Author, Anglican cleric and prominent activist Keith Hebden talks to us about his new book, Re-Enchanting the Activist, and his motivations for getting involved in faith-based, community activism.
What motivated you to write Re-Enchanting the Activist?
My own experience of being a burned out and disillusioned activist was a real motivator for me in writing this book. Many years ago I lost sight of the ‘Why’ of activism because I was so excited by ‘how’. At the same time a load of stuff happened in my personal life, some of which I describe in the book, that put my well being under pressure. It was at this point that I discovered some great spiritual writers who integrated politics and mysticism beautifully. People like Dorothee Soelle and Simone Weil. It was the beginning of a whole new adventure.
When did you first realise that you wanted to be a part of community activism?
I’ve been a church-goer pretty much all my life and that’s been a huge source of social action for me, even as a child. I’ve always been political and I’ve always been both religious and spiritual but how those things integrate changes over time. But you could say it was the Indian church that first taught me that politics and religion were one and the same. I owe much to the Dalit Christians – those that others have called ‘untouchable’.
While compiling the first-hand accounts that make up the book, did you come across any viewpoints that particularly surprised you? Or any that you disagreed with?
I have found the emerging gender politics a real challenge to my understanding. I’ve always found it frustrating the way people insist that ‘boys’ are like this and ‘girls’ are like that. But the idea that gender is a fluid concept and that people can relate to it in more ways that just ‘male and female’ still blows my mind. The implications are huge.
The book explores the relationship between spirituality and political activism. Why do you think modern activists will benefit from being open to spirituality?
I think most activists are open to spirituality but are sceptical about religion. I argue that religion is simply a commitment to a particular spiritual journey alongside particular people. Spirituality only really has meaning in community and so the type of spirituality I call for might be new to many activists for whom religion is normally beyond the pale.

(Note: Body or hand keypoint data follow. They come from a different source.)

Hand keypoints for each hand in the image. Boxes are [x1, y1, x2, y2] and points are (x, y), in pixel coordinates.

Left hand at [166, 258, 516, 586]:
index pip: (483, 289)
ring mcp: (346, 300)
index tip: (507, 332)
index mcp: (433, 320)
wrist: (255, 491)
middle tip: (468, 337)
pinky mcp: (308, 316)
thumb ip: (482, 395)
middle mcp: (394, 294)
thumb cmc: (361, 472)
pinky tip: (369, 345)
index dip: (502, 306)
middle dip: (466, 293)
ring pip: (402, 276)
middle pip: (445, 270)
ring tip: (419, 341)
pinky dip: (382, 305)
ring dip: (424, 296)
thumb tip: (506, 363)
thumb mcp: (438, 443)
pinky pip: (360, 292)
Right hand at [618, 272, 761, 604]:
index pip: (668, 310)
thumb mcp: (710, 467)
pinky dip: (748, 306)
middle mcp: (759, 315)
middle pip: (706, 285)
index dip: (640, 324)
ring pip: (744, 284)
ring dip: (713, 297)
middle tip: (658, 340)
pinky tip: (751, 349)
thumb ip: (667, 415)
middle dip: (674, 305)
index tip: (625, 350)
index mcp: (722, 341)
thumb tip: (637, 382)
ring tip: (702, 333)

You made the headlines in 2014 for your 40 day hunger strike in solidarity with people that rely on Britain’s foodbanks. What did you learn from that experience?
We were careful to describe it as a fast rather than a hunger strike, partly because it was explicitly a religious act but also because we had a particular cut-off point of 40 days rather than an open-ended action. I learned a lot about my own limitations and need for other people; there’s no way I could have fasted for 40 days without the care of others: I don’t have the temperament for this kind of endurance! Most importantly I learned to reflect on the huge difference between fasting and real hunger. Hungry people are often in debt, unable to pay utility bills, humiliated and made lonely by the experience. They often don’t know when or if the experience will end. My experience was affirming, powerful, and time-limited. They couldn’t be more different and yet through one I was able to stand alongside those who were suffering with the other.

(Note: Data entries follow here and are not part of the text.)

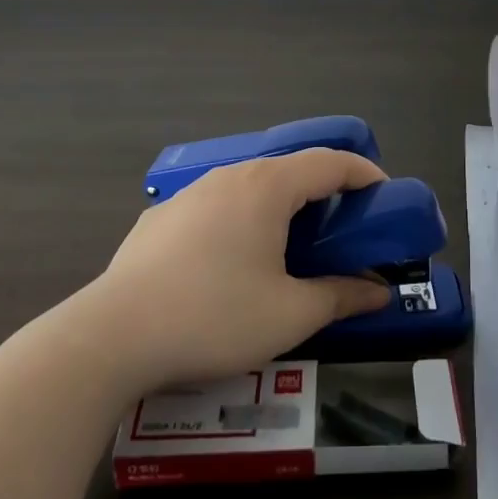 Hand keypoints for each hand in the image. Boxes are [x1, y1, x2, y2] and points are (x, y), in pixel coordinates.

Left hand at [79, 149, 392, 391]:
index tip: (385, 194)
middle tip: (343, 227)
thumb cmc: (214, 317)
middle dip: (324, 192)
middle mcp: (230, 176)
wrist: (112, 336)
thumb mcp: (290, 315)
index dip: (364, 174)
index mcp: (267, 187)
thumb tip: (378, 291)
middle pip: (290, 171)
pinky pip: (215, 207)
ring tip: (290, 245)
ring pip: (249, 187)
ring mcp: (190, 194)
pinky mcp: (160, 218)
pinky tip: (230, 262)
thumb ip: (340, 295)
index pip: (330, 162)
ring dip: (280, 206)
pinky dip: (240, 221)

You’ve been cautioned on a number of occasions for your involvement in direct activism. Have you ever done anything that you later regretted?
There aren’t many actions that I have done that I would not do differently. You only learn by experimenting. For example, when I was arrested in Gloucester Cathedral for protesting an anti-Palestinian group I went to the press before telling my Church leaders. This meant the bishop got calls from the press without being prepared. I learnt quickly that if you want support of sympathetic powerful people then, when possible, you need to keep them in the loop. Of course, activists also need to be agile and often covert so all lessons learnt are held lightly too!

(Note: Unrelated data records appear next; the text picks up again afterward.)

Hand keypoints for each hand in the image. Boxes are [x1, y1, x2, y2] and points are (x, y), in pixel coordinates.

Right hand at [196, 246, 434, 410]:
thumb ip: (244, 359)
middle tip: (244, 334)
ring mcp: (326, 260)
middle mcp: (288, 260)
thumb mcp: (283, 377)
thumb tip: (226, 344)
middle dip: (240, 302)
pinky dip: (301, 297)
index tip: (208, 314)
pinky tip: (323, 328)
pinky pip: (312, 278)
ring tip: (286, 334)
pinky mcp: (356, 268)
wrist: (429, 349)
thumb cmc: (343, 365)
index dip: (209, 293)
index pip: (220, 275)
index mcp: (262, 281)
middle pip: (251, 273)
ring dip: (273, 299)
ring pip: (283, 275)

Your religion is Christianity – would the book speak to activists of other faiths?
I am confident that my book will speak to activists of any faith, despite most of the resources being either Christian or Buddhist. My last book was aimed at Christians and yet many atheist friends said they found it helpful and exciting and wanted to share it with their peers. This book is deliberately expansive enough to mean that it can be a resource for anyone who is an activist and considers spirituality to be important. But that doesn’t mean it won’t be challenging.
What would you say to people who claim that religion has no place in politics?
You won’t be surprised to hear that I’ve had this thrown at me many times. I used to argue with people who said that religion has no place in politics, but now I don’t bother. In Europe we have a long history of the privatisation and domestication of religion that correlates with the rise of the state’s monopoly on territory and violence. But religion is supposed to be public and dangerous – in the best sense of both words. Usually when people tell religious figures to butt out of politics it’s more that they don’t like how they intervene rather than the fact of it.
You mention in the book that many people would describe themselves as ‘spiritual rather than religious.’ Why do you think that is?
Religion has got a bad press and in many ways that is well deserved. People want to be free individuals with their own spiritual agency. That’s all well and good but individualism is hardly counter-cultural and it is not going to change the world. We need a common life and that means reinventing religion – not as rugged individuals but as interdependent spiritual seekers.
What would you like readers to take away from the book?
A desire to find other people, in the places they live and work, with whom to conspire for a better world. We need to change the world as it is into the world as it should be and we can only do that together. We need to be more than just steam valves for an unjust system, we must also be whistle-blowers on the steam valves and a spanner in the works.